The Java Persistence API (a.k.a. JPA) is a Java specification for managing, persisting and accessing data between objects and relational database. Hibernate is an ORM (Object Relational Mapping) tool which implements JPA specification.
Below article describes Hibernate native Bootstrapping - 
>> Hibernate 5 XML Configuration Example 
>> Hibernate 5 Java Configuration Example
In this post, we will show you how to create or configure a simple JPA application with Hibernate.

Technologies and tools used

  • Hibernate 5.3.7.Final
  • JPA 2.1
  • IDE - Eclipse Noen
  • Maven 3.5.3
  • JavaSE 1.8
  • MySQL - 8.0.13
Let's start developing step by step Hibernate application using Maven as project management and build tool.

Development Steps

  1. Create a Simple Maven Project
  2. Project Directory Structure
  3. Add jar Dependencies to pom.xml
  4. Creating the JPA Entity Class(Persistent class)
  5. Create a JPA configuration file
  6. Create a JPA helper class
  7. Create the Main class and Run an Application

1. Create a Simple Maven Project

Use How to Create a Simple Maven Project in Eclipse article to create simple Maven project in Eclipse IDE.

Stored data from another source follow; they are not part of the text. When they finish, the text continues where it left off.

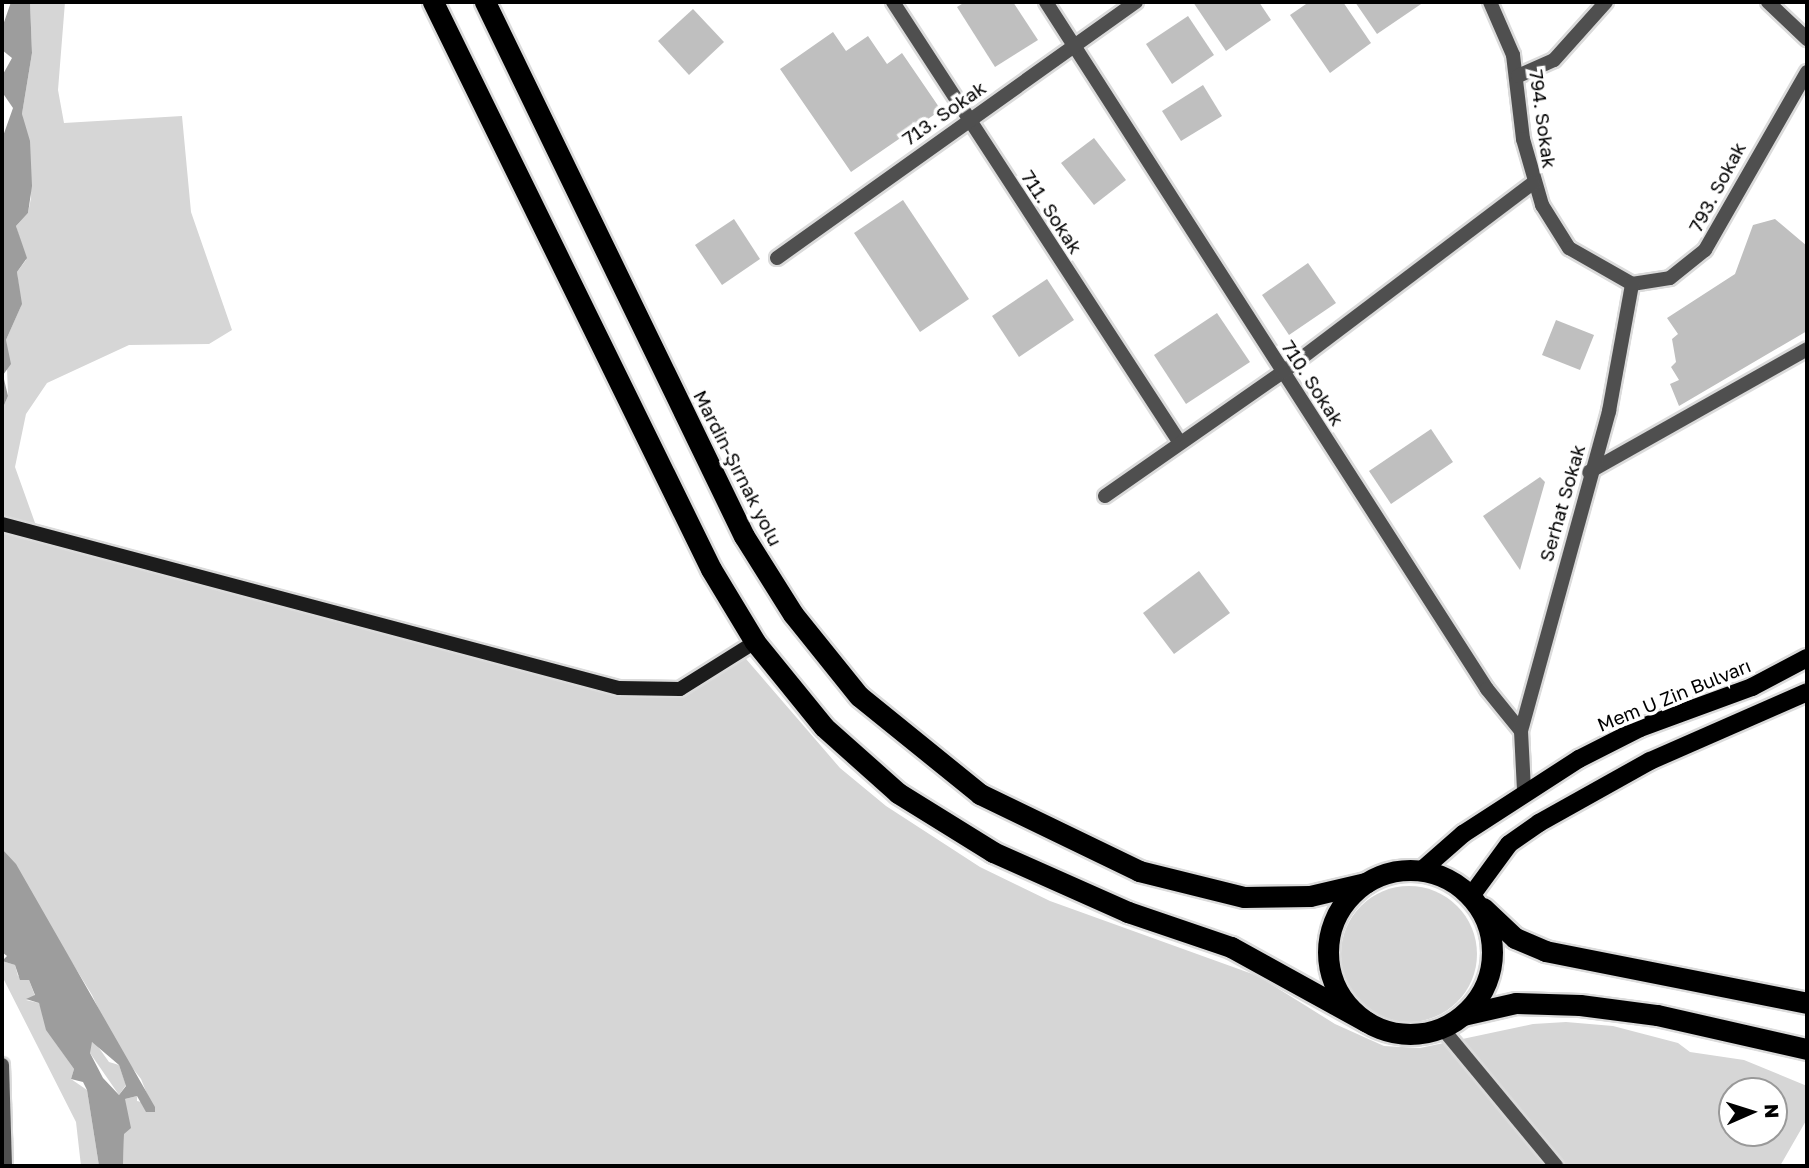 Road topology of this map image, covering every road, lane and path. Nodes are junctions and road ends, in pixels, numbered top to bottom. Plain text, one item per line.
1 (433, 2) edge
2 (485, 2) edge
3 (893, 2) edge
4 (1046, 2) edge
5 (1136, 2) edge
6 (1490, 2) edge
7 (1606, 2) edge
8 (1768, 2) edge
9 (1807, 39) edge
10 (1074, 46) junction
11 (1807, 72) edge
12 (1518, 76) junction
13 (968, 119) junction
14 (1533, 183) junction
15 (777, 258) dead end
16 (1632, 284) junction
17 (1807, 349) edge
18 (1283, 372) junction
19 (1180, 443) junction
20 (1589, 472) junction
21 (1105, 496) dead end
22 (2, 524) edge
23 (755, 642) junction
24 (1807, 658) edge
25 (1807, 692) edge
26 (1521, 731) junction
27 (1524, 791) junction
28 (1422, 870) junction
29 (1365, 883) junction
30 (1471, 896) junction
31 (1807, 1003) edge
32 (1463, 1015) junction
33 (1367, 1022) junction
34 (1442, 1027) junction
35 (1807, 1049) edge
36 (2, 1066) edge
37 (5, 1166) edge
38 (1556, 1166) edge

1 - 23 highway
2 - 29 highway, Mardin-Şırnak yolu
3 - 13 street, 711. Sokak
4 - 10 street, 710. Sokak
5 - 10 street, 713. Sokak
6 - 12 street, 794. Sokak
7 - 12 street
8 - 9 street
10 - 13 street, 713. Sokak
10 - 18 street, 710. Sokak
11 - 16 street, 793. Sokak
12 - 14 street, 794. Sokak
13 - 15 street, 713. Sokak
13 - 19 street, 711. Sokak
14 - 16 street, 794. Sokak
14 - 18 street
16 - 20 street, Serhat Sokak
17 - 20 street
18 - 19 street
18 - 26 street, 710. Sokak
19 - 21 street
20 - 26 street, Serhat Sokak
22 - 23 street
23 - 33 highway
24 - 27 main road, Mem U Zin Bulvarı
25 - 30 main road
26 - 27 street
27 - 28 main road, Mem U Zin Bulvarı
28 - 29 highway
28 - 30 highway
29 - 33 highway
30 - 31 highway
30 - 32 highway
32 - 34 highway
32 - 35 highway
33 - 34 highway
34 - 38 street
36 - 37 street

2. Project Directory Structure

The project directory structure for your reference - 

3. Add jar Dependencies to pom.xml

<project
    xmlns="http://maven.apache.org/POM/4.0.0"
    xmlns:xsi="http://www.w3.org/2001/XMLSchema-instance"
 xsi:schemaLocation="http://maven.apache.org/POM/4.0.0 http://maven.apache.org/xsd/maven-4.0.0.xsd">
    <modelVersion>4.0.0</modelVersion>
    <parent>
        <groupId>net.javaguides.hibernate</groupId>
        <artifactId>hibernate-tutorial</artifactId>
        <version>0.0.1-SNAPSHOT</version>
    </parent>
    <artifactId>hibernate-jpa-config-example</artifactId>
    <properties>
        <project.build.sourceEncoding>UTF-8</project.build.sourceEncoding>
    </properties>
    <dependencies>
        <!-- https://mvnrepository.com/artifact/mysql/mysql-connector-java -->
        <dependency>
            <groupId>mysql</groupId>
            <artifactId>mysql-connector-java</artifactId>
            <version>8.0.13</version>
        </dependency>
        <!-- https://mvnrepository.com/artifact/org.hibernate/hibernate-core -->
        <dependency>
            <groupId>org.hibernate</groupId>
            <artifactId>hibernate-core</artifactId>
            <version>5.3.7.Final</version>
        </dependency>
    </dependencies>
    <build>
        <sourceDirectory>src/main/java</sourceDirectory>
        <plugins>
            <plugin>
                <artifactId>maven-compiler-plugin</artifactId>
                <version>3.5.1</version>
                <configuration>
                    <source>1.8</source>
                    <target>1.8</target>
                </configuration>
            </plugin>
        </plugins>
    </build>
</project>

4. Creating the JPA Entity Class(Persistent class)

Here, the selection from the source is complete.